TASK DESCRIPTION.
Return all lines from the listing below that include the word "header".
Top of PROVIDED INFORMATION
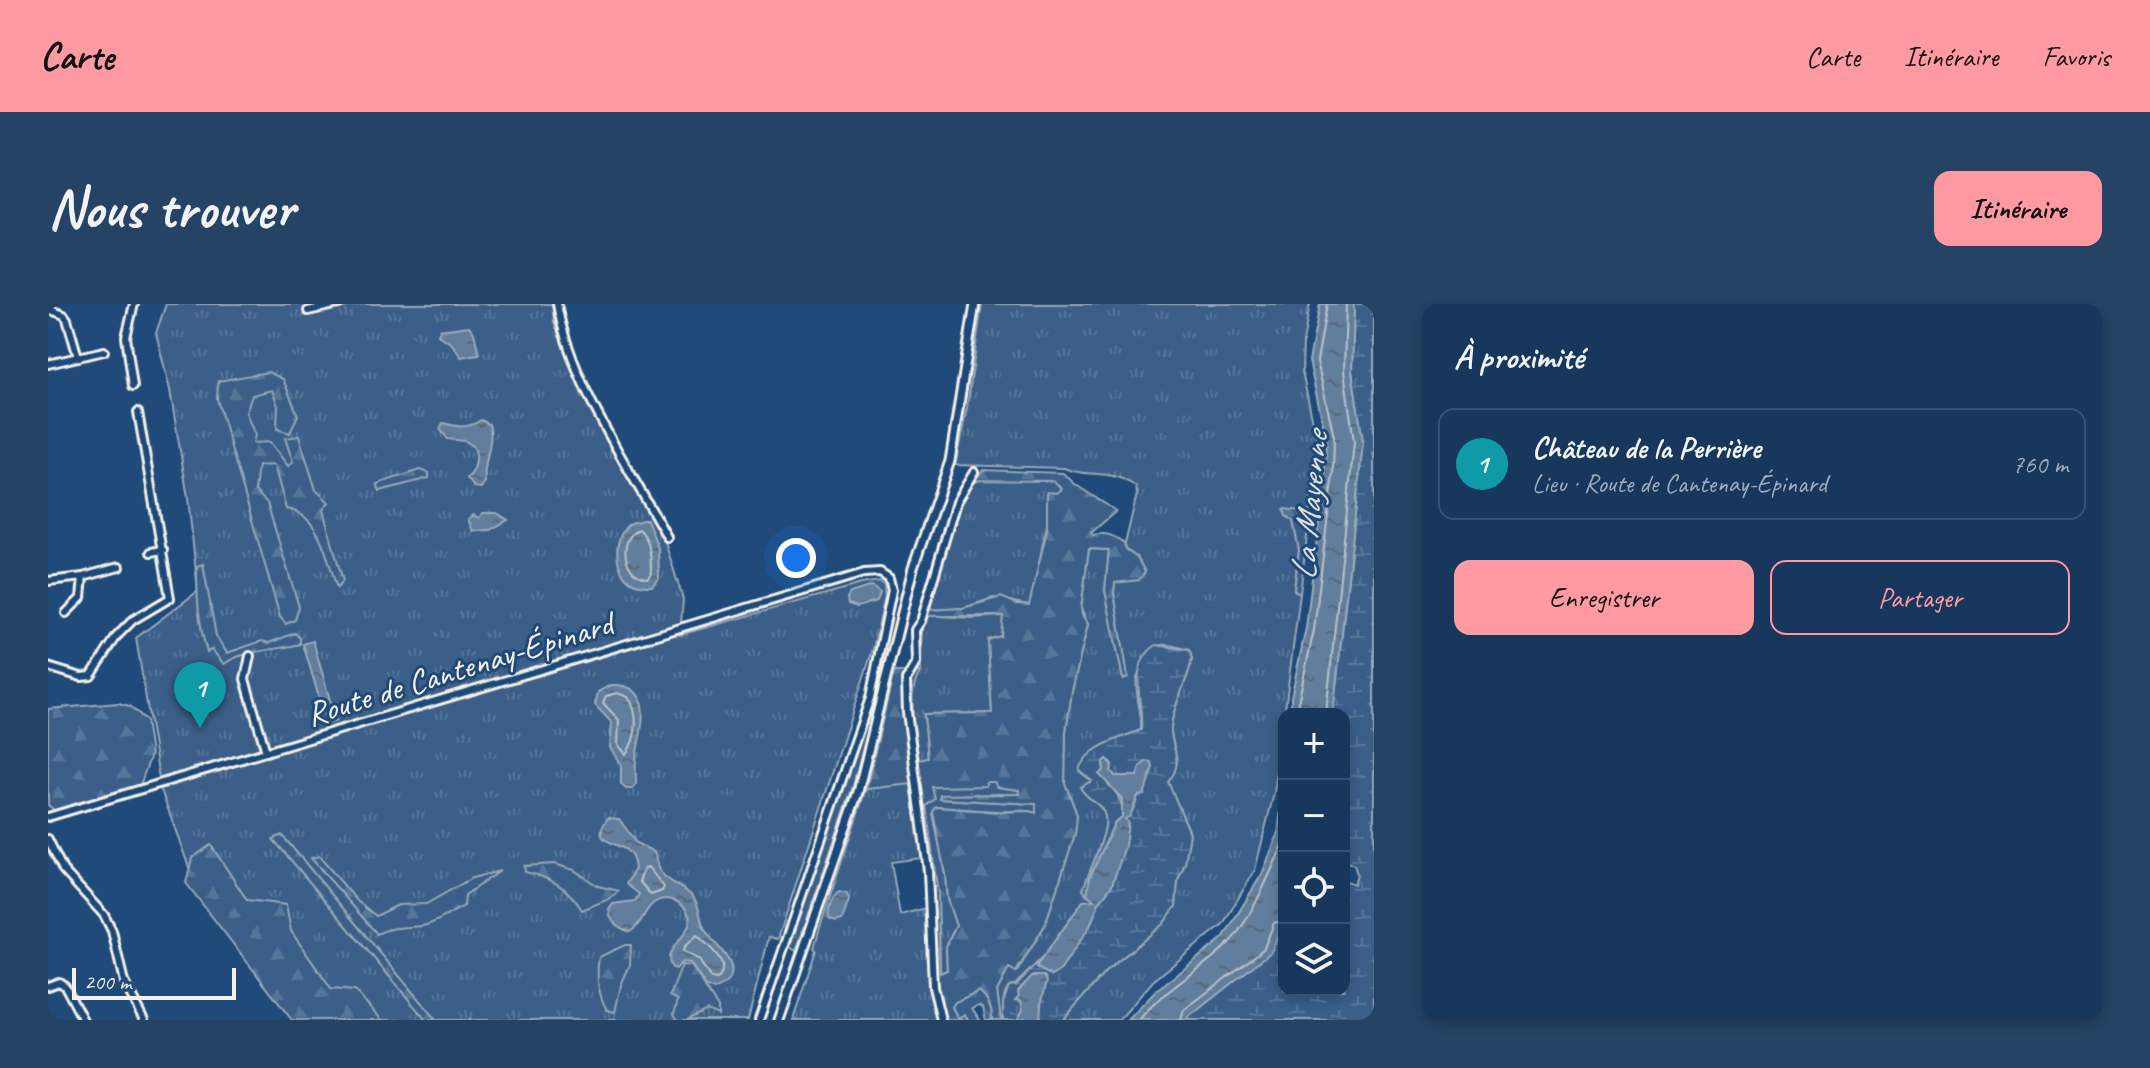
<!DOCTYPE html>
<html lang="fr">
<head>
<meta charset="utf-8">
<style>
	:root { --surface:#17385c; --page:#244365; --text:#f1f3f6; --muted:#9eacbb; --line:#365272; --accent:#ff9aa2 }
	body { margin:0; font-family:Caveat,sans-serif; background:var(--page); color:var(--text) }
	.controls { position:absolute; right:24px; bottom:24px; display:grid; overflow:hidden; border-radius:16px; box-shadow:0 4px 12px #0003 }
	.controls button { width:72px; height:72px; display:grid; place-items:center; padding:0; border:0; border-bottom:2px solid var(--line); background:var(--surface); color:var(--text); font:40px sans-serif }
	.scale { position:absolute; left:24px; bottom:20px; width:164px; box-sizing:border-box; padding-left:8px; border:4px solid #f4f1e8; border-top:0; font-size:22px; line-height:28px; white-space:nowrap; color:#f4f1e8; -webkit-text-stroke:6px #1f4a7a; paint-order:stroke }
	.you { position:absolute; left:748px; top:254px; width:28px; height:28px; margin:-20px; border:6px solid #fff; border-radius:50%; background:#1a73e8; box-shadow:0 0 0 12px #1a73e833 }
	.badge { display:grid; place-items:center; width:52px; height:52px; border-radius:50%; background:var(--accent); color:#fff; font-size:26px; font-weight:700 }
	.pin { position:absolute; translate:-50% -66px; filter:drop-shadow(0 2px 4px #0008) }
	.pin::after { content:''; position:absolute; top:42px; width:28px; height:24px; background:inherit; clip-path:polygon(0 0,100% 0,50% 100%) }
	.list { margin:0; padding:0; list-style:none }
	h2 { display:flex; justify-content:space-between; align-items:center; height:104px; margin:0; padding:0 32px; font-size:34px }
	h2 small { font-size:26px; font-weight:400; color:var(--muted) }
	.list li { display:grid; grid-template-columns:52px 1fr auto; gap:24px; align-items:center; box-sizing:border-box; height:112px; margin:0 16px 16px; padding:0 16px; border:2px solid var(--line); border-radius:16px }
	.list b { display:block; font-size:30px; white-space:nowrap }
	.list p { margin:0; font-size:26px; white-space:nowrap; color:var(--muted) }
	.list em { font-size:26px; font-style:normal; color:var(--muted) }
	.actions { display:flex; gap:16px; padding:24px 32px }
	.actions a { flex:1; padding:18px 0; border:2px solid var(--accent); border-radius:16px; text-align:center; font-size:28px; color:var(--accent) }
	.actions .main { background:var(--accent); color:#111 }
	.icon { flex:none; width:44px; height:44px; fill:none; stroke:currentColor; stroke-width:2; stroke-linecap:round; stroke-linejoin:round }
	.map { position:relative; flex:none; width:1326px; height:716px; overflow:hidden; border-radius:16px }
	header { display:flex; align-items:center; gap:48px; box-sizing:border-box; height:112px; padding:0 40px; background:var(--accent); color:#111 }
	header strong { font-size:38px }
	nav { display:flex; gap:44px; margin-inline-start:auto; font-size:28px }
	.intro { display:flex; align-items:center; justify-content:space-between; box-sizing:border-box; height:192px; padding:0 48px }
	h1 { margin:0; font-size:56px }
	.button { padding:20px 36px; border-radius:16px; background:var(--accent); color:#111; font-size:28px; font-weight:700 }
	main { display:flex; gap:48px; padding:0 48px }
	aside { flex:1; background:var(--surface); border-radius:16px; box-shadow:0 4px 12px #0003 }
	.map>svg:first-child { display:block }
</style>
</head>
<body>
<header>
<strong>Carte</strong>
<nav><a>Carte</a><a>Itinéraire</a><a>Favoris</a></nav>
</header>
<div class="intro"><h1>Nous trouver</h1><a class="button">Itinéraire</a></div>
<main>
<div class="map">
<svg width="1326" height="716" viewBox="0 0 1326 716">
	<defs>
		<pattern id="grass-tufts" width="24" height="20" patternUnits="userSpaceOnUse" patternTransform="scale(2)"><rect width="24" height="20" fill="#3a5f88"/><path d="M3 7l-1-3M5 7V3M7 7l1-3M15 17l-1-3M17 17v-4M19 17l1-3" fill="none" stroke="#577699"/></pattern>
		<pattern id="forest-firs" width="22" height="20" patternUnits="userSpaceOnUse" patternTransform="scale(2)"><rect width="22" height="20" fill="#3a5f88"/><path d="M5 1l3.5 6h-7zM16 11l3.5 6h-7z" fill="#577699"/></pattern>
		<pattern id="wetland-marsh" width="20" height="14" patternUnits="userSpaceOnUse" patternTransform="scale(2)"><rect width="20" height="14" fill="#3a5f88"/><path d="M1 5h8M5 5V1M11 12h8M15 12V8" fill="none" stroke="#577699"/></pattern>
		<pattern id="water-ripples" width="26" height="14" patternUnits="userSpaceOnUse" patternTransform="scale(2)"><rect width="26" height="14" fill="#627e9d"/><path d="M2 4q2-2 4 0t4 0M15 11q2-2 4 0t4 0" fill="none" stroke="#58687a"/></pattern>
	</defs>
	<rect width="100%" height="100%" fill="#1f4a7a"/>
	<filter id="ink" filterUnits="userSpaceOnUse"><feTurbulence type="fractalNoise" baseFrequency=".0125" numOctaves="2"/><feDisplacementMap in="SourceGraphic" scale="16" xChannelSelector="R" yChannelSelector="G"/><feConvolveMatrix kernelMatrix="1 2 1 2 8 2 1 2 1" color-interpolation-filters="sRGB"/></filter>
	<g filter="url(#ink)">
		<g fill="url(#grass-tufts)" stroke="#97a8b8" stroke-width="2">
			<polygon points="118,0 261,0 263,10 315,0 504,0 506,18 528,74 611,219 635,295 632,331 813,280 832,277 836,280 837,292 825,345 730,635 721,633 700,716 256,716 142,566 113,486 88,334 150,287 140,194 122,86 108,29"/>
			<path d="M934,0H1262L1255,38L1254,68L1269,137L1262,208L1236,206L1238,212L1245,217L1251,246L1246,285L1252,290L1226,489L1207,566L1175,620L1105,677L1071,716H1015L1058,667L1115,620L1128,602L1130,576L1137,559L1142,529L1120,478C1138,457 1122,445 1123,423C1125,399 1140,378 1144,355L1141,346C1121,340 1106,335 1097,356C1095,362 1090,368 1089,374C1086,391 1095,409 1093,426C1071,435 1039,442 1031,467L1044,477L1033,483C1037,495 1054,499 1057,512C1061,527 1040,569 1035,586L1038,589L1042,573L1067,518L1074,513C1076,495 1065,481 1051,470L1056,466L1055,458L1059,455L1064,461L1063,467L1067,472H1089L1093,462L1099,457L1103,458L1105,463L1096,491L1090,492L1082,512L1077,515L1080,519L1077,542L1064,581L1051,599L1042,622L1012,667L1004,672L989,664L997,651L967,681L961,682C952,693 957,704 955,716H953L949,687L961,664L969,668L997,621L1027,530L1029,511L1017,479L1018,427L1024,387L1040,320L1033,304L1041,245L1061,246L1057,286L1075,375L1080,373L1066,289L1067,278L1090,276L1097,268L1089,254L1076,244L1089,190L1088,183C1061,163 1041,175 1016,164L907,161L919,104Z"/>
			<path d="M957,175L1007,177L1014,185C999,198 989,274 984,298L981,301L945,294L915,304L880,306L878,304L912,191C926,172 935,176 957,175Z"/>
			<polygon points="878,311 923,314 955,312 953,332 940,336 944,409 876,410 880,455 871,456 865,420 864,383 873,365 874,322 878,319"/>
			<polygon points="817,419 822,421 821,425 805,482 748,647 742,643 770,552"/>
			<path d="M938,478H946L950,483L971,486L973,490L893,491L892,495L988,500L989,510C976,504 963,508 949,507C928,506 909,504 888,503L885,508L897,570L899,595L908,622L898,642L899,666L892,669L891,620L877,502L884,482H938Z"/>
			<polygon points="863,480 874,554 843,558 852,611 878,604 882,689 889,716 745,716 768,646 766,644 772,623 818,485"/>
			<path d="M931,687C940,694 945,705 944,716H938L935,703L931,701L924,704L932,716H920L919,713L910,715L904,703L906,698Z"/>
		</g>
		<g fill="url(#forest-firs)" stroke="#97a8b8" stroke-width="2" fill-rule="evenodd">
			<path d="M220,68L235,75L250,111L242,129L229,125L230,102L224,86L204,91L198,109L207,131L205,139L222,138L240,162L245,158L237,134L251,132L268,186L281,198L275,206L295,277L289,284C279,255 273,210 238,205L226,161L210,162L207,187L219,199L251,303L247,316L238,320L232,313L169,95L170,77Z"/>
			<polygon points="372,166 381,169 381,174 332,187 329,180"/>
			<path d="M935,166L1015,169L1028,181L1068,207L1043,229L1045,231C1058,228 1065,231 1076,239L1077,245L1089,254L1097,268L1091,276L1067,279L1066,289L1080,373L1075,375L1057,286L1061,246L1041,245L1033,304L1034,311L1040,320L1024,387L1018,427L1017,479L1029,511L1027,530L997,621L968,668L961,664L949,687L953,716H944C945,705 940,694 931,687L907,698L904,703L910,715L916,710L920,716H895L886,672L881,570H876L863,480L818,485L846,368H872C857,392 867,428 871,456L880,454L876,410L944,409L940,336L953,332L955,312H882L878,311V304L880,306L915,304L953,293L969,300L981,301L999,226V188L1009,189L1014,185L1006,177L927,176ZM938,478H946L950,483L971,486L972,490L892,491V495L988,500V509L981,507L950,508L888,503L885,508L897,570L899,595L908,622L898,642L899,666L892,669L890,590L878,502L887,495L884,483L938,482Z"/>
			<polygon points="1236,205 1262,208 1252,290 1246,286 1251,246 1245,217 1238,212"/>
			<path d="M155,260L168,332L179,349L214,337L221,339L247,329L252,334V340C227,347 198,345 176,360L164,346L159,348C150,318 149,293 149,262Z"/>
			<polygon points="70,399 82,402 98,416 103,451 92,481 7,507 0,501 0,405"/>
			<polygon points="234,531 388,716 378,716 225,535"/>
			<polygon points="163,541 199,596 238,601 243,627 283,685 307,687 334,716 244,716 138,579 144,554"/>
			<path d="M271,552L309,597L328,612L350,601L378,600L424,574L452,567L417,591L416,602C403,608 388,620 374,622C358,624 345,622 329,630L263,554Z"/>
			<path d="M506,560L526,566L550,582L571,587L561,595L534,606C520,583 503,574 477,568L476,562Z"/>
			<path d="M577,641H583L582,661L573,681L567,708L559,706C549,689 548,672 551,653Z"/>
			<path d="M634,661L643,662C653,675 660,690 670,703V711L659,706L639,716H630L626,710L630,696L622,692Z"/>
		</g>
		<g fill="url(#wetland-marsh)" stroke="#97a8b8" stroke-width="2">
			<polygon points="1306,0 1326,0 1326,716 1137,716 1222,648 1236,617 1236,686 1296,686 1296,576 1306,580 1309,570 1306,561 1296,557 1296,410 1285,410 1315,138 1304,67"/>
			<path d="M1108,341L1141,346L1144,355C1140,378 1125,399 1123,423C1122,445 1138,457 1120,478L1142,529L1137,559L1130,576L1128,602L1115,620L1058,667L1015,716H955V699L961,682L968,681L1002,646L990,660L1042,622L1051,599L1064,581L1080,520L1077,515C1092,503 1092,480 1093,462L1089,472H1067L1063,467L1064,460L1059,455L1055,461L1056,466L1054,472C1066,486 1076,494 1074,513L1067,518L1042,573L1039,590L1035,586C1040,570 1061,527 1057,512C1054,499 1037,495 1032,483L1044,477L1031,466C1039,442 1071,435 1093,426C1096,397 1078,362 1108,341Z"/>
		</g>
		<g fill="url(#water-ripples)" stroke="#9cacbb" stroke-width="2">
			<polygon points="1272,0 1306,0 1304,67 1315,138 1285,410 1243,410 1243,393 1258,324 1277,168 1278,134 1261,57"/>
			<polygon points="421,22 426,29 431,50 413,53 404,40 390,31 392,26"/>
			<path d="M433,116L441,120C447,138 434,158 437,178L433,184L426,183L419,174C428,167 431,152 425,142L417,137L400,135L392,125L395,119C410,123 419,125 433,116Z"/>
			<polygon points="435,209 449,209 460,216 442,226 425,227 420,215 426,211 431,214"/>
			<path d="M599,215L610,244L611,274L604,282C597,282 591,282 585,279C566,269 564,235 580,221C585,217 592,217 599,215Z"/>
			<polygon points="824,282 832,288 829,297 809,303 800,300 799,294 802,289"/>
			<polygon points="265,337 288,417 279,420 255,340"/>
			<path d="M563,381C611,379 591,429 588,455C587,463 588,472 588,480L584,485H578L573,480V462L562,443L564,419L547,401L550,388Z"/>
			<polygon points="1059,455 1064,461 1063,467 1067,472 1089,472 1093,462 1099,457 1103,458 1105,463 1096,491 1090,492 1082,512 1077,515 1080,519 1077,542 1064,581 1051,599 1042,622 1012,667 1004,672 989,664 990,660 1035,597 1046,596 1039,590 1042,573 1067,518 1074,513 1074,495 1051,470 1056,466 1055,458"/>
			<polygon points="1236,478 1236,617 1223,648 1137,716 1080,716 1106,689 1175,634 1214,570 1230,530"/>
			<path d="M560,514L571,515L588,539L606,548C609,554 608,560 611,566C619,579 635,582 645,593C653,602 651,617 658,627C669,645 705,669 666,686L658,683L642,659L634,658L628,665L624,664C609,641 658,628 636,603C631,598 625,595 618,595C596,596 598,619 582,628C571,624 562,619 561,606L565,600L587,597L591,590L578,580L587,565C586,558 585,551 578,546C565,537 542,538 560,514Z"/>
			<path d="M791,588L799,590L801,596L794,616L788,618L781,615C779,607 784,592 791,588Z"/>
			<polygon points="984,672 996,672 999,677 993,700 992,716 979,716 977,714 969,716 975,706 973,697 967,696 971,692 970,687"/>
		</g>
		<g fill="none" stroke-linecap="round" stroke-linejoin="round">
			<g stroke="#bac3ca" stroke-width="2">
				<path d="M591,225C603,236 603,254 603,270L600,274C575,273 569,235 591,225Z"/>
				<path d="M569,389L580,393C592,409 589,435 578,450L570,441L571,416L555,399L558,392Z"/>
				<polyline points="1251,410 1251,394 1266,326 1285,169 1286,133 1269,57 1279,0"/>
				<polyline points="1278,410 1306,138 1296,67 1298,0"/>
				<polygon points="600,563 616,583 614,587 603,591 591,577 596,565"/>
				<path d="M649,631C661,643 685,659 669,676L663,675L651,656L635,647L636,643Z"/>
				<path d="M1091,716C1116,685 1153,667 1180,640C1201,620 1224,565 1236,538"/>
				<polyline points="1133,716 1136,706 1208,651 1216,644 1226,619 1236,616"/>
			</g>
			<g stroke="#f4f1e8" stroke-width="12">
				<g id="minor">
					<path d="M509,0C523,79 580,162 619,233"/>
					<polyline points="0,5 16,11 19,15 30,53"/>
					<polyline points="260,7 291,0"/>
					<polyline points="0,60 56,47"/>
					<polyline points="85,82 78,33 86,0"/>
					<polyline points="103,248 115,246"/>
					<polyline points="0,277 35,273 71,263"/>
					<polyline points="18,309 33,294 35,273"/>
					<polyline points="202,352 197,375 218,448"/>
					<polyline points="0,363 33,373 43,372 69,332 85,316 122,294 90,108"/>
					<polyline points="0,513 816,269 832,268 841,274 844,286 822,394 711,716"/>
					<polyline points="0,535 15,566 56,611 64,627 76,678 96,716"/>
					<polyline points="0,682 11,678 17,682 35,716"/>
					<polyline points="893,716 885,683 880,567 859,408 858,376 868,359 867,326 873,317 908,198 926,168"/>
				</g>
			</g>
			<g stroke="#f4f1e8" stroke-width="13">
				<polyline id="major" points="731,716 810,488 865,264 902,157 927,0"/>
			</g>
			<use href="#minor" stroke="#1f4a7a" stroke-width="6"/>
			<use href="#major" stroke="#1f4a7a" stroke-width="7"/>
		</g>
	</g>
	<g text-anchor="middle" stroke-width="6" stroke-linejoin="round" paint-order="stroke">
		<g font-size="34" fill="#f4f1e8" stroke="#1f4a7a">
			<text transform="translate(411 364) rotate(-17)" y="12">Route de Cantenay-Épinard</text>
		</g>
		<g font-size="36" font-style="italic" fill="#dee0dd" stroke="#1f4a7a">
			<text transform="translate(1260 202) rotate(-85)" y="13">La Mayenne</text>
		</g>
	</g>
</svg>
<div class="controls">
<button>+</button>
<button>−</button>
<button><svg class="icon" aria-label="locate" viewBox="0 0 24 24"><circle cx="12" cy="12" r="6"/><path d="M12 2v4M12 18v4M2 12h4M18 12h4"/></svg></button>
<button><svg class="icon" aria-label="layers" viewBox="0 0 24 24"><path d="M12 4l9 5-9 5-9-5zM3 14l9 5 9-5"/></svg></button>
</div>
<div class="scale">200 m</div>
<div class="you"></div>
<div class="pin badge" style="left:152px;top:424px;background:#0f9aa8">1</div>
</div>
<aside>
<h2>À proximité<small></small></h2>
<ul class="list">
<li><span class="badge" style="background:#0f9aa8">1</span><div><b>Château de la Perrière</b><p>Lieu · Route de Cantenay-Épinard</p></div><em>760 m</em></li>
</ul>
<div class="actions"><a class="main">Enregistrer</a><a>Partager</a></div>
</aside>
</main>
</body>
</html>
Bottom of PROVIDED INFORMATION
SOLUTION FOR THIS PROBLEM.
	header { display:flex; align-items:center; gap:48px; box-sizing:border-box; height:112px; padding:0 40px; background:var(--accent); color:#111 }
	header strong { font-size:38px }
<header>
</header>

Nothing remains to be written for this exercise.